La deuxième couverture est la dernière en date. Et elle déplaît. Certaines abonnées célèbres ont fait savoir, notamment sur Twitter, leur mécontentement : Kim Kardashian, en tant qu’héroïne de la télé-réalité, serait indigne de la Vogue cover, censée signifier le glamour extrême, la distinction, le chic, mais aussi l’argent (or Kardashian est une femme d’affaires ultra-riche, donc ce n’est pas là que le bât blesse).

Kardashian serait donc vulgaire (aux yeux de certaines lectrices, donc)… mais c’est en réalité à plusieurs titres :

–       Elle n’est ni mannequin, ni actrice.

–       Elle n’a pas un physique dans les normes dominantes : loin d’avoir un corps d’adolescente anorexique, Kardashian a des formes prononcées, qu’elle ne cherche pas à cacher, voire qu’elle revendique (ce qui fait qu’elle est adulée par bon nombre de jeunes Américaines)

–       Enfin, elle ne correspond pas à ce qu’on pourrait appeler l’idéal-type « caucasien ». D’autant qu’elle forme un couple avec le rappeur afro-américain Kanye West – lui-même multimillionnaire.

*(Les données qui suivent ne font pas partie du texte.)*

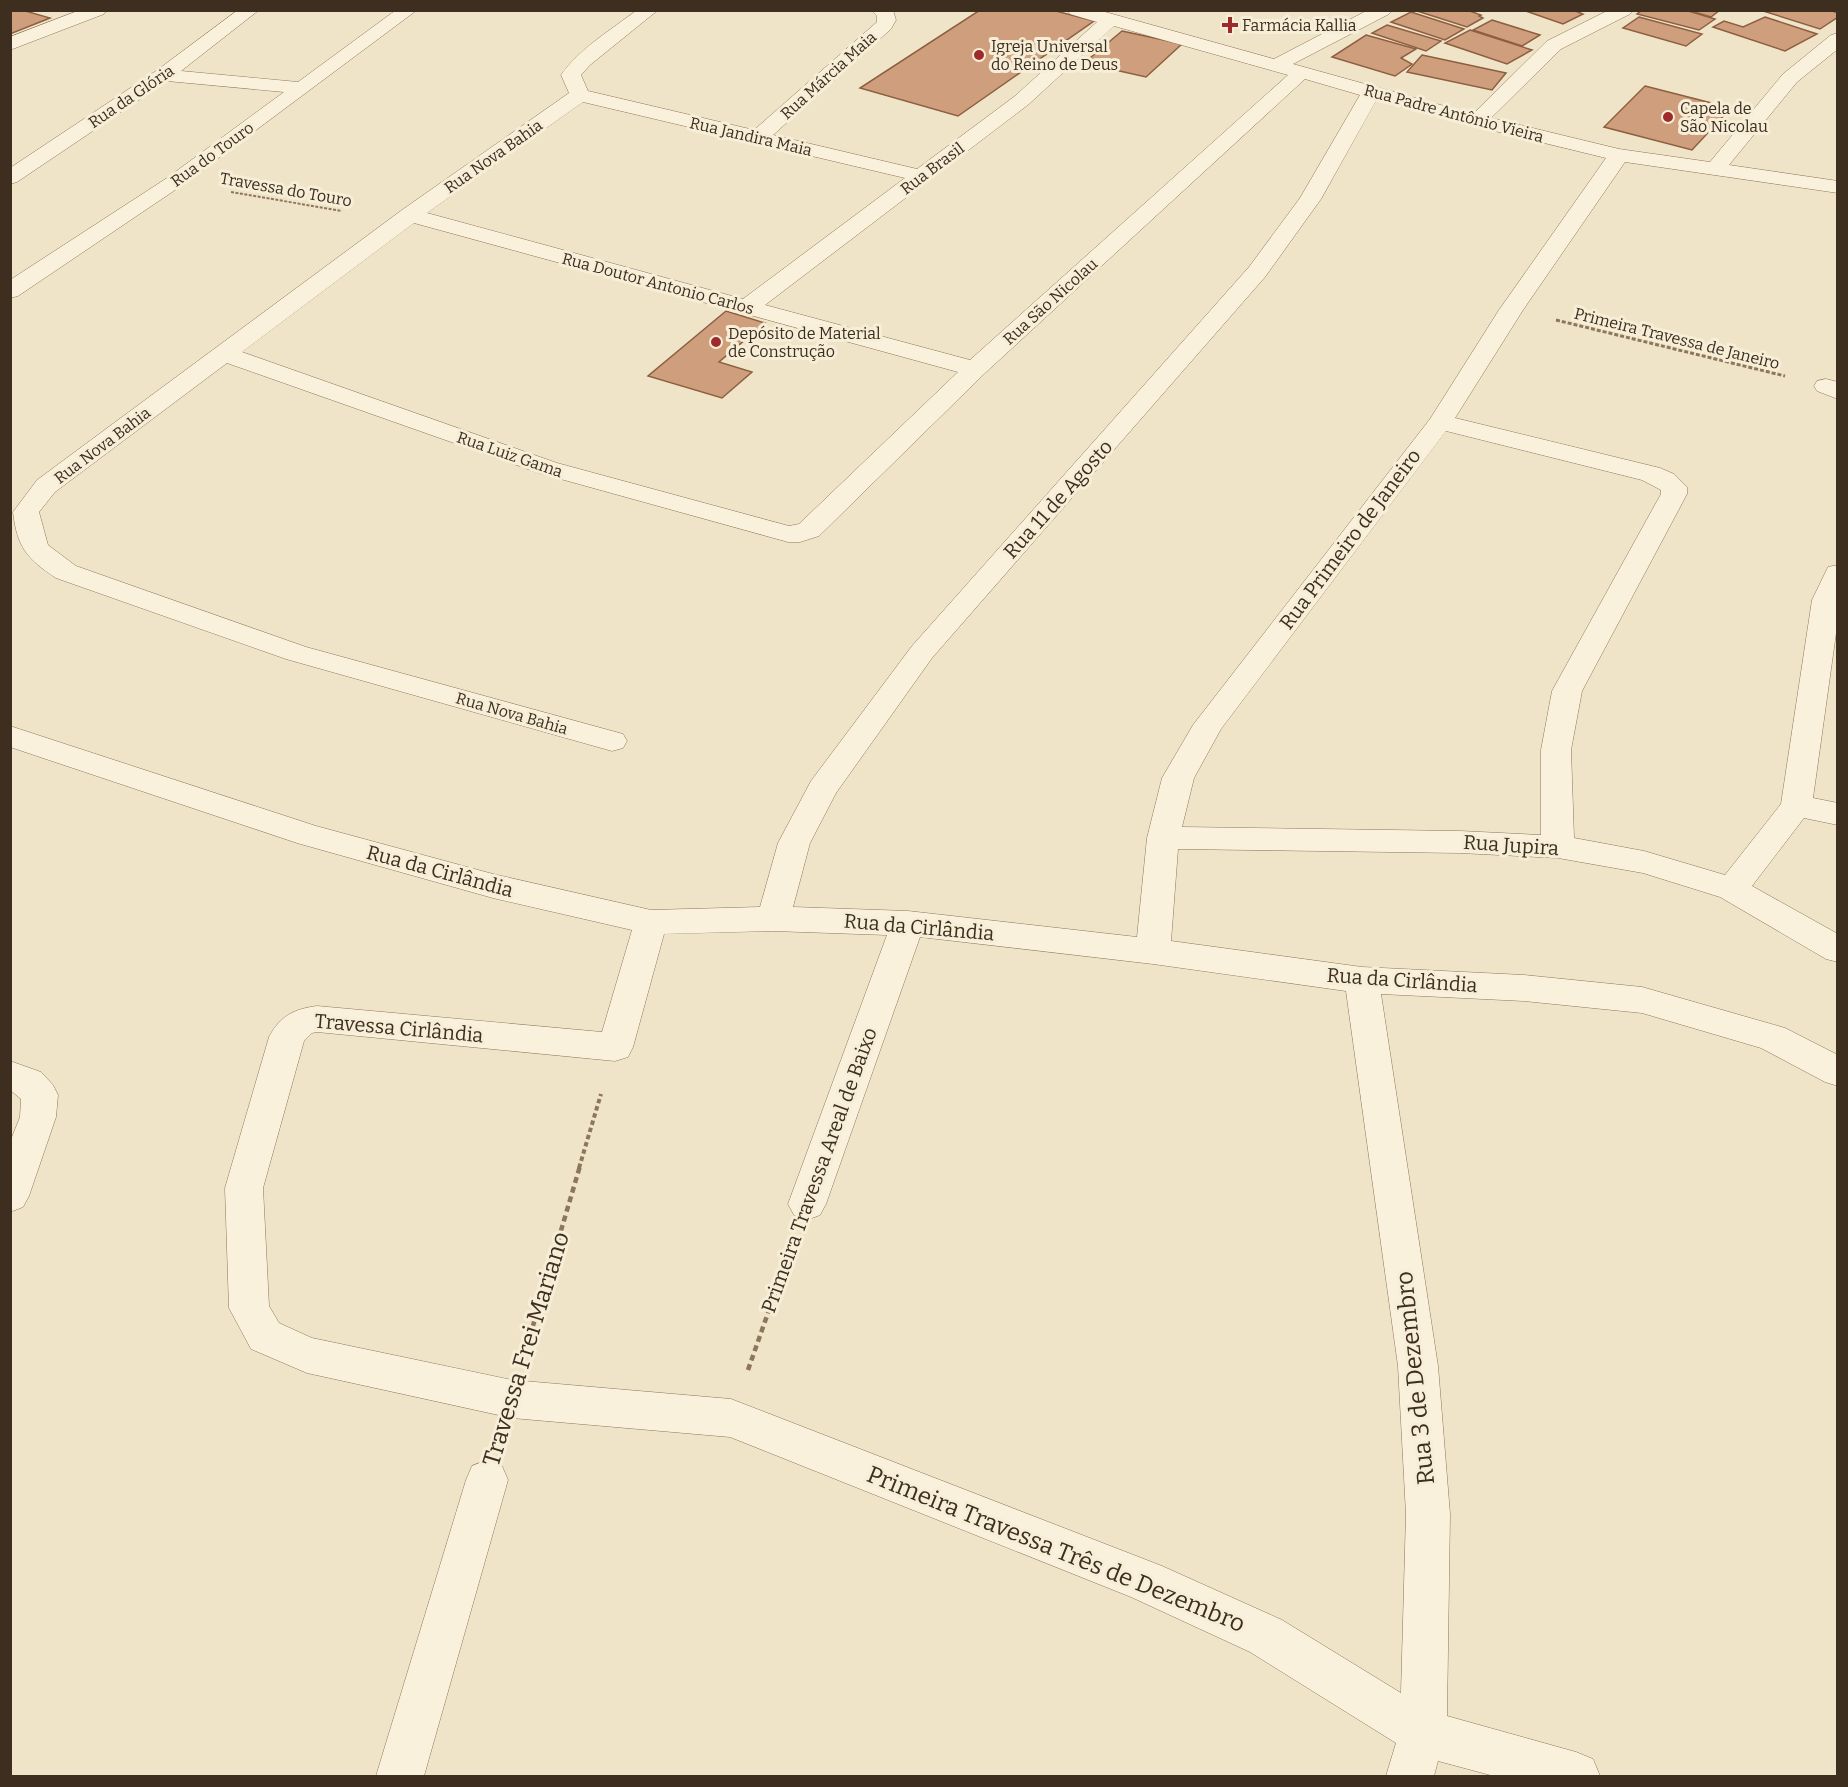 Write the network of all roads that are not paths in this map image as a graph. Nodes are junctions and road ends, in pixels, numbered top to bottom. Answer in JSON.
{"nodes":[{"id":1,"x":98,"y":10,"type":"edge"},
{"id":2,"x":250,"y":10,"type":"edge"},
{"id":3,"x":408,"y":10,"type":"edge"},
{"id":4,"x":649,"y":10,"type":"edge"},
{"id":5,"x":880,"y":10,"type":"edge"},
{"id":6,"x":1076,"y":10,"type":"edge"},
{"id":7,"x":1383,"y":10,"type":"edge"},
{"id":8,"x":1624,"y":10,"type":"edge"},
{"id":9,"x":1105,"y":16,"type":"edge"},
{"id":10,"x":1838,"y":39,"type":"edge"},
{"id":11,"x":10,"y":44,"type":"edge"},
{"id":12,"x":1277,"y":64,"type":"junction"},
{"id":13,"x":1303,"y":71,"type":"junction"},
{"id":14,"x":163,"y":75,"type":"junction"},
{"id":15,"x":303,"y":88,"type":"junction"},
{"id":16,"x":1371,"y":93,"type":"junction"},
{"id":17,"x":580,"y":95,"type":"junction"},
{"id":18,"x":1477,"y":121,"type":"junction"},
{"id":19,"x":758,"y":137,"type":"junction"},
{"id":20,"x":1619,"y":155,"type":"junction"},
{"id":21,"x":1714,"y":170,"type":"junction"},
{"id":22,"x":922,"y":176,"type":"junction"},
{"id":23,"x":10,"y":178,"type":"edge"},
{"id":24,"x":1838,"y":187,"type":"edge"},
{"id":25,"x":410,"y":215,"type":"junction"},
{"id":26,"x":10,"y":291,"type":"edge"},
{"id":27,"x":747,"y":307,"type":"junction"},
{"id":28,"x":225,"y":354,"type":"junction"},
{"id":29,"x":975,"y":369,"type":"junction"},
{"id":30,"x":1440,"y":422,"type":"junction"},
{"id":31,"x":800,"y":534,"type":"joint"},
{"id":32,"x":1838,"y":573,"type":"edge"},
{"id":33,"x":10,"y":736,"type":"edge"},
{"id":34,"x":612,"y":741,"type":"dead end"},
{"id":35,"x":1796,"y":806,"type":"junction"},
{"id":36,"x":1838,"y":814,"type":"edge"},
{"id":37,"x":1163,"y":838,"type":"junction"},
{"id":38,"x":1558,"y":847,"type":"junction"},
{"id":39,"x":1732,"y":889,"type":"junction"},
{"id":40,"x":773,"y":919,"type":"junction"},
{"id":41,"x":651,"y":922,"type":"junction"},
{"id":42,"x":908,"y":923,"type":"junction"},
{"id":43,"x":1838,"y":950,"type":"edge"},
{"id":44,"x":1153,"y":951,"type":"junction"},
{"id":45,"x":1362,"y":980,"type":"junction"},
{"id":46,"x":1838,"y":1072,"type":"edge"},
{"id":47,"x":10,"y":1074,"type":"edge"},
{"id":48,"x":10,"y":1196,"type":"edge"},
{"id":49,"x":807,"y":1204,"type":"road end"},
{"id":50,"x":512,"y":1399,"type":"joint"},
{"id":51,"x":487,"y":1480,"type":"dead end"},
{"id":52,"x":1423,"y":1733,"type":"junction"},
{"id":53,"x":400,"y":1776,"type":"edge"},
{"id":54,"x":1410,"y":1776,"type":"edge"},
{"id":55,"x":1576,"y":1776,"type":"edge"}],
"edges":[{"from":1,"to":11,"type":"street"},
{"from":2,"to":14,"type":"street","name":"Rua da Glória"},
{"from":3,"to":15,"type":"street","name":"Rua do Touro"},
{"from":4,"to":17,"type":"street"},
{"from":5,"to":19,"type":"street","name":"Rua Márcia Maia"},
{"from":6,"to":9,"type":"street","name":"Rua Padre Antônio Vieira"},
{"from":7,"to":12,"type":"street"},
{"from":8,"to":18,"type":"street"},
{"from":9,"to":12,"type":"street","name":"Rua Padre Antônio Vieira"},
{"from":9,"to":22,"type":"street","name":"Rua Brasil"},
{"from":10,"to":21,"type":"street"},
{"from":12,"to":13,"type":"street","name":"Rua Padre Antônio Vieira"},
{"from":13,"to":16,"type":"street","name":"Rua Padre Antônio Vieira"},
{"from":13,"to":29,"type":"street","name":"Rua São Nicolau"},
{"from":14,"to":15,"type":"street"},
{"from":14,"to":23,"type":"street","name":"Rua da Glória"},
{"from":15,"to":26,"type":"street","name":"Rua do Touro"},
{"from":16,"to":18,"type":"street","name":"Rua Padre Antônio Vieira"},
{"from":16,"to":40,"type":"street","name":"Rua 11 de Agosto"},
{"from":17,"to":19,"type":"street","name":"Rua Jandira Maia"},
{"from":17,"to":25,"type":"street","name":"Rua Nova Bahia"},
{"from":18,"to":20,"type":"street","name":"Rua Padre Antônio Vieira"},
{"from":19,"to":22,"type":"street","name":"Rua Jandira Maia"},
{"from":20,"to":21,"type":"street","name":"Rua Padre Antônio Vieira"},
{"from":20,"to":30,"type":"street","name":"Rua Primeiro de Janeiro"},
{"from":21,"to":24,"type":"street","name":"Rua Padre Antônio Vieira"},
{"from":22,"to":27,"type":"street","name":"Rua Brasil"},
{"from":25,"to":27,"type":"street","name":"Rua Doutor Antonio Carlos"},
{"from":25,"to":28,"type":"street","name":"Rua Nova Bahia"},
{"from":27,"to":29,"type":"street","name":"Rua Doutor Antonio Carlos"},
{"from":28,"to":31,"type":"street","name":"Rua Luiz Gama"},
{"from":28,"to":34,"type":"street","name":"Rua Nova Bahia"},
{"from":29,"to":31,"type":"street","name":"Rua São Nicolau"},
{"from":30,"to":37,"type":"street","name":"Rua Primeiro de Janeiro"},
{"from":30,"to":38,"type":"street"},
{"from":32,"to":35,"type":"street"},
{"from":33,"to":41,"type":"street","name":"Rua da Cirlândia"},
{"from":35,"to":36,"type":"street"},
{"from":35,"to":39,"type":"street"},
{"from":37,"to":38,"type":"street","name":"Rua Jupira"},
{"from":37,"to":44,"type":"street","name":"Rua Primeiro de Janeiro"},
{"from":38,"to":39,"type":"street","name":"Rua Jupira"},
{"from":39,"to":43,"type":"street","name":"Rua Jupira"},
{"from":40,"to":41,"type":"street","name":"Rua da Cirlândia"},
{"from":40,"to":42,"type":"street","name":"Rua da Cirlândia"},
{"from":41,"to":50,"type":"street","name":"Travessa Cirlândia"},
{"from":42,"to":44,"type":"street","name":"Rua da Cirlândia"},
{"from":42,"to":49,"type":"street","name":"Primeira Travessa Areal de Baixo"},
{"from":44,"to":45,"type":"street","name":"Rua da Cirlândia"},
{"from":45,"to":46,"type":"street","name":"Rua da Cirlândia"},
{"from":45,"to":52,"type":"street","name":"Rua 3 de Dezembro"},
{"from":47,"to":48,"type":"street"},
{"from":50,"to":52,"type":"street","name":"Primeira Travessa Três de Dezembro"},
{"from":51,"to":53,"type":"street","name":"Travessa Frei Mariano"},
{"from":52,"to":54,"type":"street","name":"Rua 3 de Dezembro"},
{"from":52,"to":55,"type":"street","name":"Primeira Travessa Três de Dezembro"}]}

Les lectrices de « Vogue » se veulent des happy few. Certaines, aujourd’hui, se sentent dépossédées (« Vogue » n’est pas « Voici », ni « Jeune et jolie » : on y vend du luxe, de l’exception). Se sentent-elles frustrées de ne plus pouvoir garder aussi leur entre soi WASP ? Se sont-elles indignées lorsque, en 2009, le magazine (dans sa version française) a fait poser un mannequin blanc « coloré » en noir, plutôt qu’un mannequin noir ?

Kim Kardashian a dit qu’elle était très honorée de cette couverture : « mon rêve devient réalité », a-t-elle avoué. Cela en dit long : malgré sa popularité et son appartenance au monde des VIP, elle a longtemps été illégitime pour ce type de publication, bien qu’elle soit une icône de mode… mais populaire.

« Vogue » doit être « capable de montrer ceux qui définissent la culture à un moment donné, qui font bouger les choses, et dont la présence dans le monde (…) influence la façon dont nous le voyons. Je pense que nous pouvons tous être d’accord sur le fait que ce rôle est actuellement joué par Kim et Kanye », a justifié Anna Wintour, la rédactrice en chef du « Vogue » USA.

Le soft power, c’est exactement cela : le pouvoir d’influencer indirectement en matière économique, sociale, mais aussi politique. La culture (à l’instar, par exemple, du sport) en est un vecteur privilégié, d’autant que c’est une notion de plus en plus polysémique. Elle inclut le divertissement, c’est-à-dire la culture populaire, celle du peuple, et donc des minorités « raciales ».

La mode n’est pas un monde à part. Le luxe non plus. Les tendances vestimentaires se nourrissent de la rue, des médias, de la vie quotidienne, de la musique. Oui au marketing « ethnique », mais à prix élevé et seulement porté par des Blanches ? Non, cela ne tient plus, ça craque.

Sur ce coup là, Anna Wintour a tout compris. Le multiculturalisme mythifié (autrement dit contrôlé, cadré, policé) est peut-être, enfin, en train de rendre l’âme.